• EXERCISE OBJECTIVE
Restate the entries below exactly. Images are not part of the copy.

[Stored data entries]

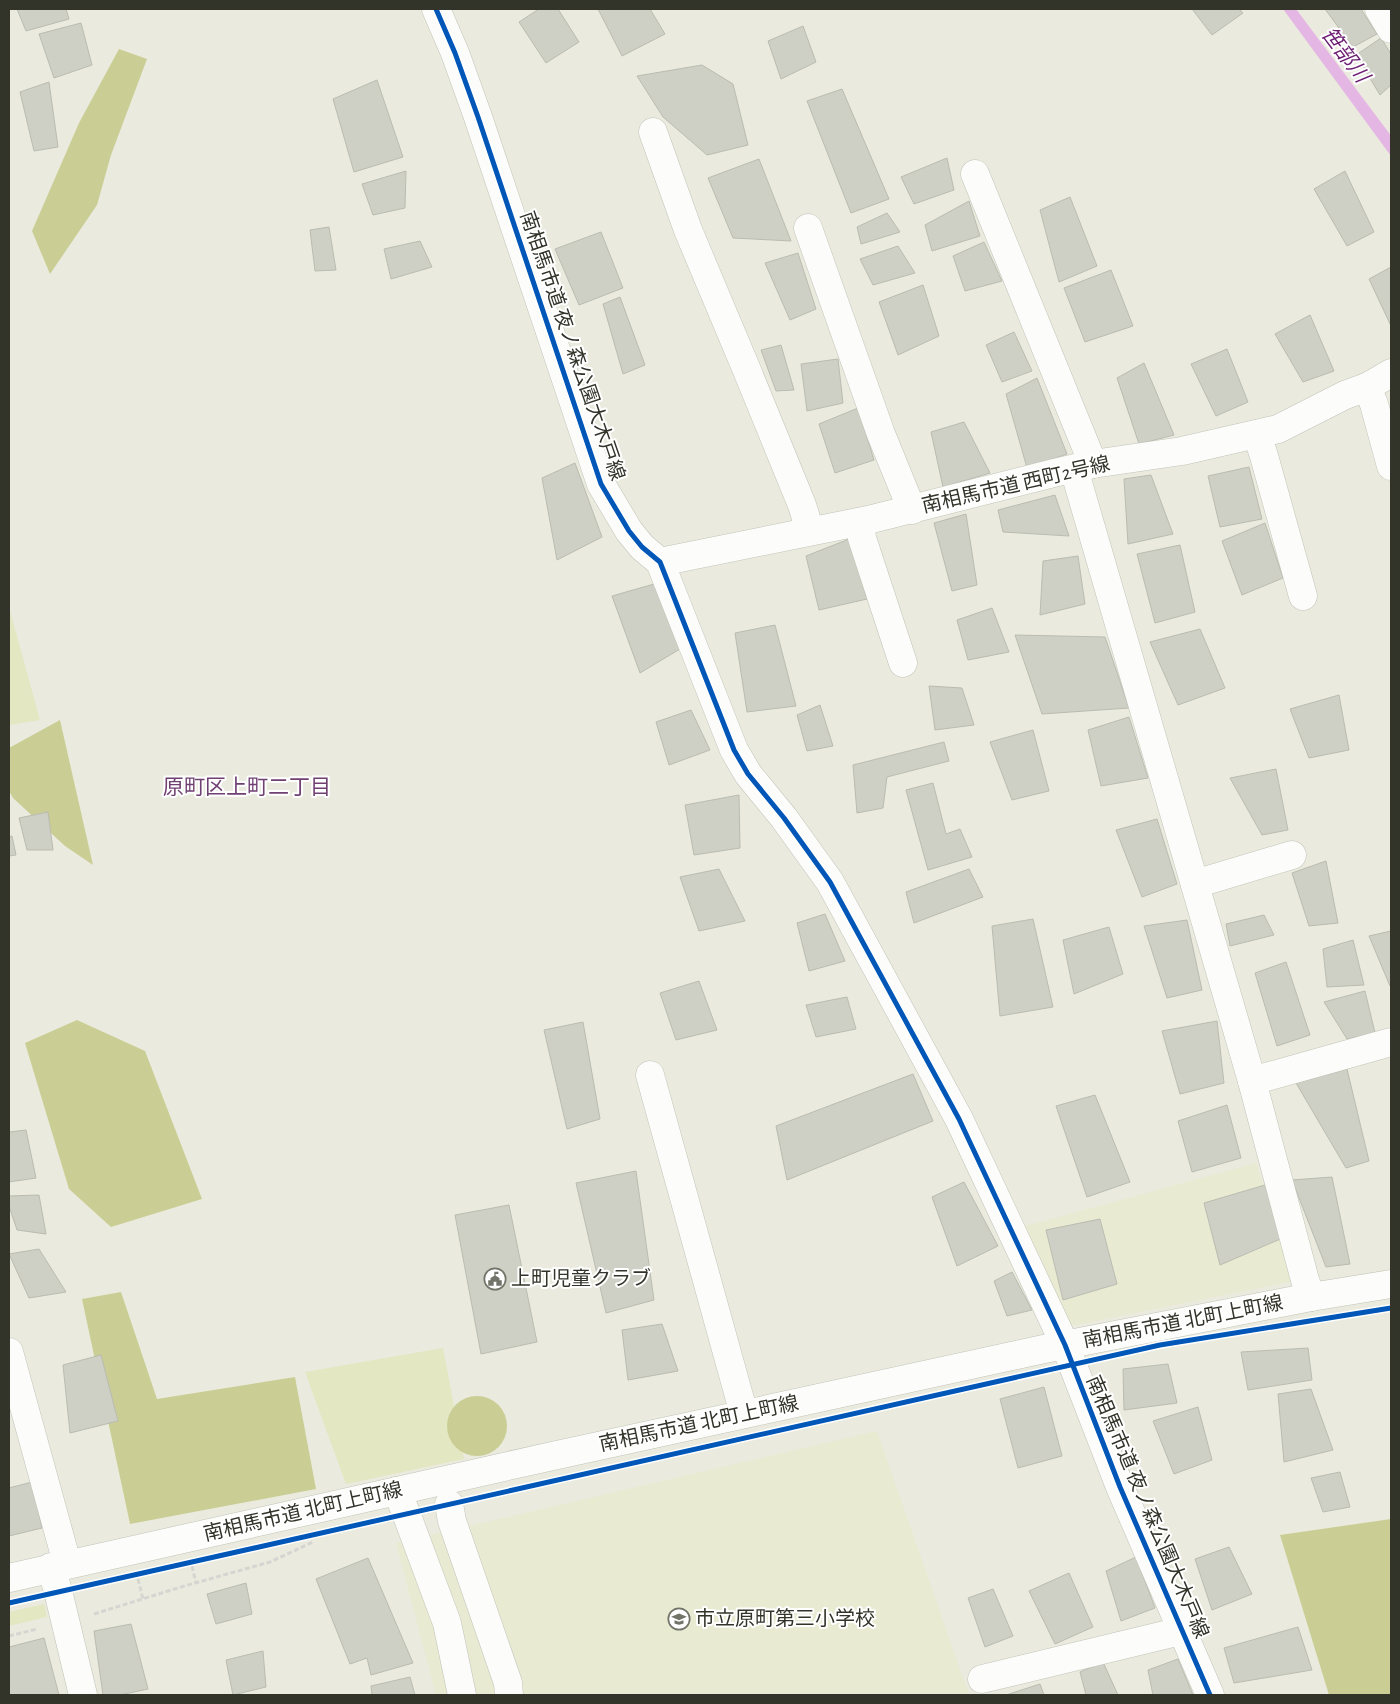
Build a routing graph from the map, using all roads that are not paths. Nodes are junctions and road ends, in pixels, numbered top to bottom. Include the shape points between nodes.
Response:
1 (436, 9) edge
2 (1379, 9) edge
3 (1391, 29) edge
4 (653, 132) dead end
5 (975, 174) dead end
6 (808, 228) dead end
7 (1391, 373) edge
8 (1367, 387) junction
9 (1257, 434) junction
10 (1391, 466) edge
11 (1084, 467) junction
12 (912, 510) junction
13 (860, 522) junction
14 (810, 531) junction
15 (660, 562) junction
16 (1303, 596) dead end
17 (903, 663) dead end
18 (1292, 855) dead end
19 (1195, 884) junction
20 (1391, 1042) edge
21 (650, 1075) dead end
22 (1252, 1081) junction
23 (1391, 1284) edge
24 (1311, 1297) junction
25 (1065, 1345) junction
26 (9, 1352) edge
27 (744, 1414) junction
28 (397, 1492) junction
29 (449, 1504) dead end
30 (59, 1565) junction
31 (9, 1578) edge
32 (1181, 1631) junction
33 (982, 1679) dead end
34 (83, 1695) edge
35 (462, 1695) edge
36 (509, 1695) edge
37 (1210, 1695) edge

1 - 15 street, 南相馬市道 夜ノ森公園大木戸線 via 478,117 601,484 629,531
2 - 3 street
4 - 14 street via 688,230 750,376
5 - 11 street
6 - 12 street via 881,434
7 - 8 street, 南相馬市道 西町2号線
8 - 9 street, 南相馬市道 西町2号線 via 1278,429
8 - 10 street
9 - 11 street, 南相馬市道 西町2号線 via 1182,451
9 - 16 street
11 - 12 street, 南相馬市道 西町2号線 via 997,486
11 - 19 street
12 - 13 street, 南相馬市道 西町2号線
13 - 14 street, 南相馬市道 西町2号線
13 - 17 street via 862,538
14 - 15 street, 南相馬市道 西町2号線
15 - 25 street, 南相馬市道 夜ノ森公園大木戸線 via 734,750 748,774 830,882 883,976 959,1119
18 - 19 street
19 - 22 street
20 - 22 street
21 - 27 street
22 - 24 street
23 - 24 street, 南相馬市道 北町上町線
24 - 25 street, 南相馬市道 北町上町線
25 - 27 street, 南相馬市道 北町上町線
25 - 32 street, 南相馬市道 夜ノ森公園大木戸線
26 - 30 street
27 - 28 street, 南相馬市道 北町上町線
28 - 30 street, 南相馬市道 北町上町線
28 - 35 street via 447,1623
29 - 36 street via 508,1683
30 - 31 street, 南相馬市道 北町上町線
30 - 34 street via 58,1591
32 - 33 street
32 - 37 street, 南相馬市道 夜ノ森公園大木戸線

• OUTPUT OF THE EXERCISE
Build a routing graph from the map, using all roads that are not paths. Nodes are junctions and road ends, in pixels, numbered top to bottom. Include the shape points between nodes.
Response:
1 (436, 9) edge
2 (1379, 9) edge
3 (1391, 29) edge
4 (653, 132) dead end
5 (975, 174) dead end
6 (808, 228) dead end
7 (1391, 373) edge
8 (1367, 387) junction
9 (1257, 434) junction
10 (1391, 466) edge
11 (1084, 467) junction
12 (912, 510) junction
13 (860, 522) junction
14 (810, 531) junction
15 (660, 562) junction
16 (1303, 596) dead end
17 (903, 663) dead end
18 (1292, 855) dead end
19 (1195, 884) junction
20 (1391, 1042) edge
21 (650, 1075) dead end
22 (1252, 1081) junction
23 (1391, 1284) edge
24 (1311, 1297) junction
25 (1065, 1345) junction
26 (9, 1352) edge
27 (744, 1414) junction
28 (397, 1492) junction
29 (449, 1504) dead end
30 (59, 1565) junction
31 (9, 1578) edge
32 (1181, 1631) junction
33 (982, 1679) dead end
34 (83, 1695) edge
35 (462, 1695) edge
36 (509, 1695) edge
37 (1210, 1695) edge

1 - 15 street, 南相馬市道 夜ノ森公園大木戸線 via 478,117 601,484 629,531
2 - 3 street
4 - 14 street via 688,230 750,376
5 - 11 street
6 - 12 street via 881,434
7 - 8 street, 南相馬市道 西町2号線
8 - 9 street, 南相馬市道 西町2号線 via 1278,429
8 - 10 street
9 - 11 street, 南相馬市道 西町2号線 via 1182,451
9 - 16 street
11 - 12 street, 南相馬市道 西町2号線 via 997,486
11 - 19 street
12 - 13 street, 南相馬市道 西町2号線
13 - 14 street, 南相馬市道 西町2号線
13 - 17 street via 862,538
14 - 15 street, 南相馬市道 西町2号線
15 - 25 street, 南相馬市道 夜ノ森公園大木戸線 via 734,750 748,774 830,882 883,976 959,1119
18 - 19 street
19 - 22 street
20 - 22 street
21 - 27 street
22 - 24 street
23 - 24 street, 南相馬市道 北町上町線
24 - 25 street, 南相馬市道 北町上町線
25 - 27 street, 南相馬市道 北町上町線
25 - 32 street, 南相馬市道 夜ノ森公園大木戸線
26 - 30 street
27 - 28 street, 南相馬市道 北町上町線
28 - 30 street, 南相馬市道 北町上町線
28 - 35 street via 447,1623
29 - 36 street via 508,1683
30 - 31 street, 南相馬市道 北町上町線
30 - 34 street via 58,1591
32 - 33 street
32 - 37 street, 南相馬市道 夜ノ森公園大木戸線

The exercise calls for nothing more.